*Data extracts*
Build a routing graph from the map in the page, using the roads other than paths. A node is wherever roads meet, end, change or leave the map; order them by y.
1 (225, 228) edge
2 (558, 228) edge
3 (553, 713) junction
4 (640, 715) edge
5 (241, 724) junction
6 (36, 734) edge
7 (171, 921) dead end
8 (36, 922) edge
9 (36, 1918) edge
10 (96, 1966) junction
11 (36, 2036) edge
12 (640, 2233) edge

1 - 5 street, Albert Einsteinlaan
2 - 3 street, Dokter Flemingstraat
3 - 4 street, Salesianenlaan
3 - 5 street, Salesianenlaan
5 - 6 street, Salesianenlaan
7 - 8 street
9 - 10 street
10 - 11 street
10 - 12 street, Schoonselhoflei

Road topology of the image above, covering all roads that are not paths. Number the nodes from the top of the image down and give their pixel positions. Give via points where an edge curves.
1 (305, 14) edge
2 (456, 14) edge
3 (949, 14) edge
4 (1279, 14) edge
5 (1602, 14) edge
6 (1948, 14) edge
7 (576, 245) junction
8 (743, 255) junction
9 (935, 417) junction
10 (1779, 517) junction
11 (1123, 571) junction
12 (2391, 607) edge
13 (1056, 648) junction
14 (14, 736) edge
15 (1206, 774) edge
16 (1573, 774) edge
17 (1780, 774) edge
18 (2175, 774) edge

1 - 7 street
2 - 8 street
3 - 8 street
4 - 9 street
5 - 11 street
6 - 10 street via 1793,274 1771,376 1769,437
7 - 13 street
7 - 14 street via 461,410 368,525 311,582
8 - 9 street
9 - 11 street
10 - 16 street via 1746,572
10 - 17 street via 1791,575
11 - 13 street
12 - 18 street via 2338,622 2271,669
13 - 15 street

*Exercise*
Your answer must be the lines from the one containing "Road topology of" through the last line of the entries, copied exactly, with no other lines.

*Response*
Road topology of the image above, covering all roads that are not paths. Number the nodes from the top of the image down and give their pixel positions. Give via points where an edge curves.
1 (305, 14) edge
2 (456, 14) edge
3 (949, 14) edge
4 (1279, 14) edge
5 (1602, 14) edge
6 (1948, 14) edge
7 (576, 245) junction
8 (743, 255) junction
9 (935, 417) junction
10 (1779, 517) junction
11 (1123, 571) junction
12 (2391, 607) edge
13 (1056, 648) junction
14 (14, 736) edge
15 (1206, 774) edge
16 (1573, 774) edge
17 (1780, 774) edge
18 (2175, 774) edge

1 - 7 street
2 - 8 street
3 - 8 street
4 - 9 street
5 - 11 street
6 - 10 street via 1793,274 1771,376 1769,437
7 - 13 street
7 - 14 street via 461,410 368,525 311,582
8 - 9 street
9 - 11 street
10 - 16 street via 1746,572
10 - 17 street via 1791,575
11 - 13 street
12 - 18 street via 2338,622 2271,669
13 - 15 street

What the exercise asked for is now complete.